Friday, Feb. 21, 1964

Paintings from Prison

Mexico's patriarchal painter, David Alfaro Siqueiros, found guilty of Communist rabble rousing during some 1960 riots, is serving his fourth year in prison, with at least two to go. But locking up Siqueiros in a cell in Mexico City's Black Palace prison does not mean locking up his energy. Carrying out an old ambition, he has organized a baseball team, with himself at first base, which plays in the prison yard. And he steadily paints little pictures that sell at $1,500 apiece. This month Manhattan's New Art Center Gallery is showing 16 Siqueiros paintings, ten of them done in his 15-ft. by 7-ft. home.

Though he says that his eyesight is growing weaker in his dim cell, Siqueiros still wields a dancing brush that creates images somersaulting and swirling far from a prison courtyard. His jail-made Dancer wishfully wraps a cape of anatomy around a vaulter's pole.
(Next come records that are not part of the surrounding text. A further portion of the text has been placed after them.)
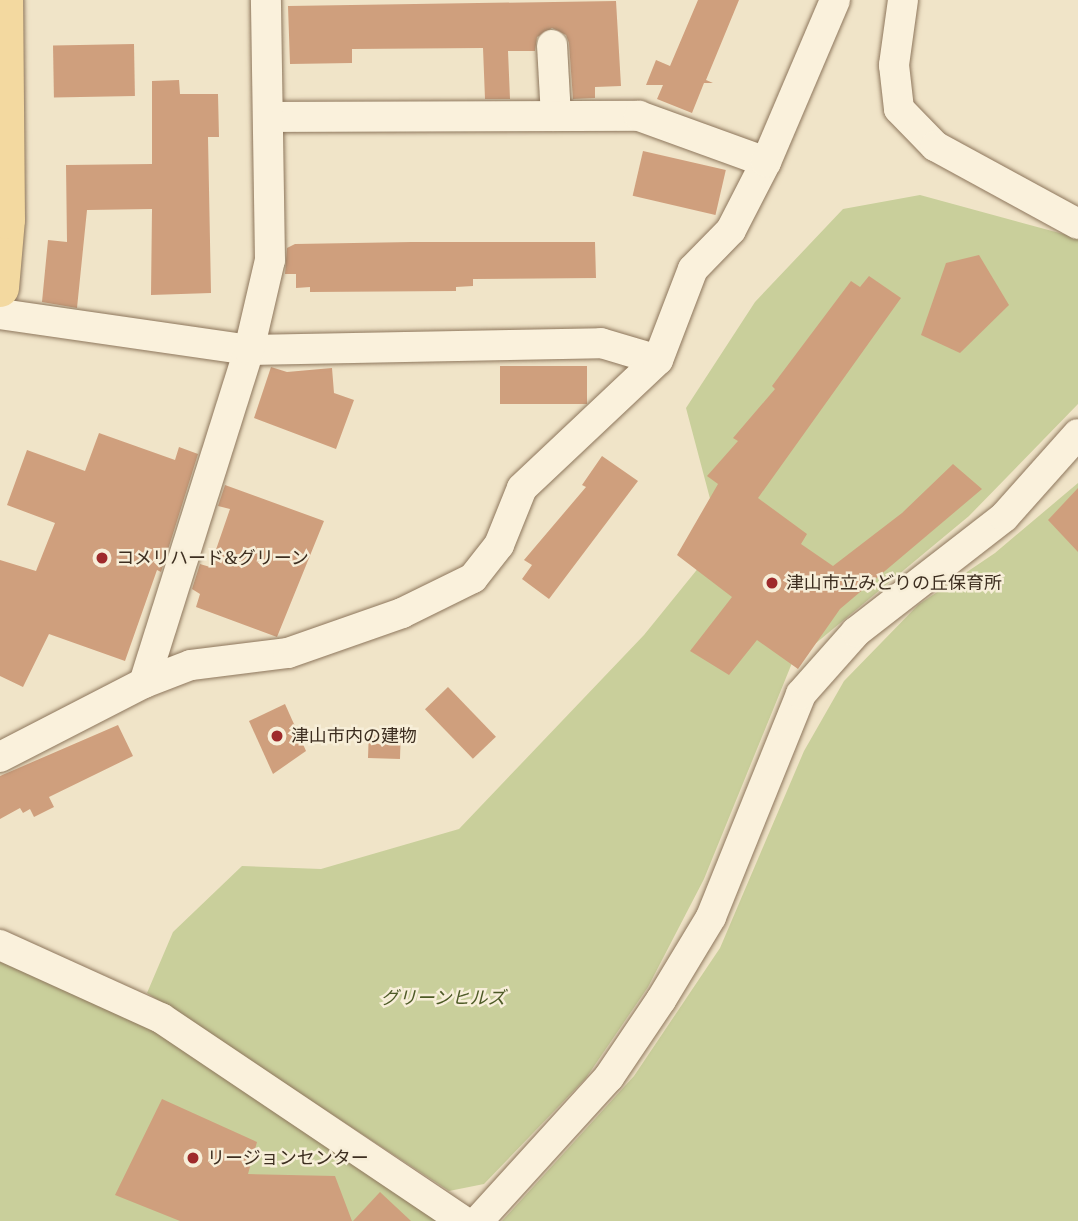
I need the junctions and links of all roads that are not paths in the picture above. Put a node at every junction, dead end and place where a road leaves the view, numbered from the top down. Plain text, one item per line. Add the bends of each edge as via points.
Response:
1 (5, 0) edge
2 (266, 0) edge
3 (835, 0) edge
4 (903, 0) edge
5 (552, 45) dead end
6 (556, 116) junction
7 (268, 117) junction
8 (766, 162) junction
9 (1078, 224) edge
10 (0, 288) edge
11 (0, 314) edge
12 (249, 350) junction
13 (658, 360) junction
14 (1078, 434) edge
15 (144, 683) junction
16 (0, 757) edge
17 (0, 945) edge
18 (463, 1221) edge
19 (478, 1221) edge

1 - 10 main road via 6,220
2 - 7 street
3 - 8 street
4 - 9 street via 894,65 899,109 935,146
5 - 6 street
6 - 7 street
6 - 8 street via 639,116
7 - 12 street via 271,260
8 - 13 street via 731,230 693,269
11 - 12 street
12 - 13 street via 601,343
12 - 15 street
13 - 15 street via 522,488 499,545 473,578 402,613 288,653 191,665
14 - 19 street via 1004,517 856,632 801,694 711,917 662,1000 609,1077
15 - 16 street
17 - 18 street via 161,1018

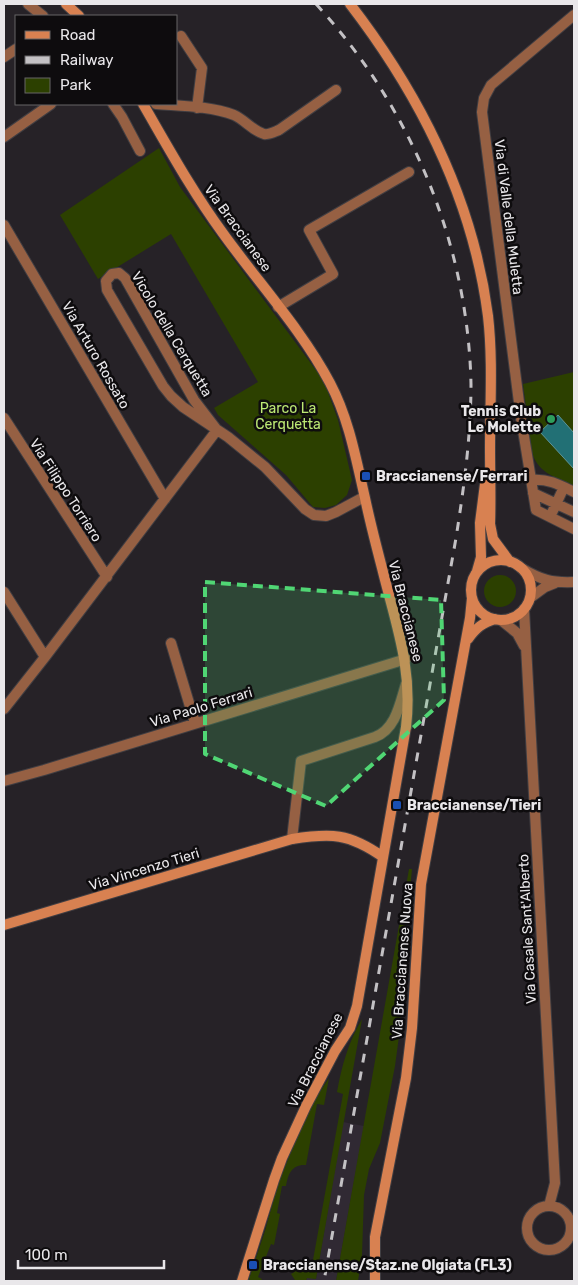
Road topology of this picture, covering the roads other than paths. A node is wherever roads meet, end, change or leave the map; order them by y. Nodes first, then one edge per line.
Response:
1 (28, 4) edge
2 (66, 4) edge
3 (350, 4) edge
4 (42, 15) edge
5 (78, 15) edge
6 (574, 15) edge
7 (181, 36) dead end
8 (15, 50) edge
9 (4, 57) edge
10 (336, 90) dead end
11 (50, 105) edge
12 (114, 105) edge
13 (143, 105) edge
14 (166, 105) edge
15 (197, 108) junction
16 (4, 137) edge
17 (140, 151) dead end
18 (410, 172) dead end
19 (4, 224) edge
20 (278, 307) junction
21 (4, 418) edge
22 (217, 430) junction
23 (490, 446) junction
24 (528, 461) junction
25 (531, 480) junction
26 (551, 481) junction
27 (564, 487) junction
28 (574, 492) edge
29 (533, 493) junction
30 (364, 497) junction
31 (165, 499) junction
32 (556, 504) junction
33 (574, 512) edge
34 (550, 517) junction
35 (574, 529) edge
36 (510, 562) junction
37 (521, 568) junction
38 (476, 573) junction
39 (107, 577) junction
40 (574, 582) edge
41 (556, 583) junction
42 (4, 592) edge
43 (472, 598) junction
44 (530, 598) junction
45 (524, 609) junction
46 (498, 619) junction
47 (172, 643) dead end
48 (465, 644) junction
49 (526, 649) junction
50 (45, 657) junction
51 (406, 659) junction
52 (408, 678) junction
53 (4, 709) edge
54 (195, 724) junction
55 (4, 781) edge
56 (292, 839) junction
57 (383, 857) junction
58 (4, 926) edge
59 (548, 1206) junction
60 (572, 1224) edge
61 (242, 1281) edge
62 (375, 1281) edge

1 - 4 street
2 - 5 street
3 - 23 street
6 - 24 street, Via di Valle della Muletta
7 - 15 street
8 - 9 street
10 - 15 street
11 - 16 street
12 - 17 street
13 - 20 street, Via Braccianese
14 - 15 street
18 - 20 street
19 - 31 street, Via Arturo Rossato
20 - 30 street, Via Braccianese
21 - 39 street, Via Filippo Torriero
22 - 22 street, Vicolo della Cerquetta
22 - 30 street, Vicolo della Cerquetta
22 - 31 street
23 - 36 street
23 - 38 street
24 - 25 street, Via di Valle della Muletta
24 - 26 street
25 - 26 street
25 - 29 street, Via di Valle della Muletta
26 - 27 street
27 - 28 street
27 - 32 street
29 - 32 street
29 - 34 street, Via di Valle della Muletta
30 - 51 street, Via Braccianese
31 - 39 street
32 - 33 street
32 - 34 street
34 - 35 street
36 - 37 street
36 - 38 street
37 - 41 street
37 - 44 street
38 - 43 street
39 - 50 street
40 - 41 street
41 - 44 street
42 - 50 street
43 - 46 street
43 - 48 street, Via Braccianense Nuova
44 - 45 street
45 - 46 street
45 - 49 street, Via Casale Sant'Alberto
46 - 48 street, Via Braccianense Nuova
46 - 49 street
47 - 54 street
48 - 62 street, Via Braccianense Nuova
49 - 59 street, Via Casale Sant'Alberto
50 - 53 street
51 - 52 street, Via Braccianese
51 - 54 street, Via Paolo Ferrari
52 - 56 street
52 - 57 street, Via Braccianese
54 - 55 street, Via Paolo Ferrari
56 - 57 street, Via Vincenzo Tieri
56 - 58 street, Via Vincenzo Tieri
57 - 61 street, Via Braccianese
59 - 60 street
59 - 60 street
His forceful, lavender-colored Mother and Child casts the swaying shadow of a madonna into a posture of freedom. In keeping with the size of his studio, the paintings are small; their message is that the great talent, having been put in the cooler, is frozen.

Nonetheless, the work serves Siqueiros' purpose. "My painting has always been that of a free man," he says. "Even though my painting is that of a man in jail, I break my prison bars by painting landscapes and beautiful days."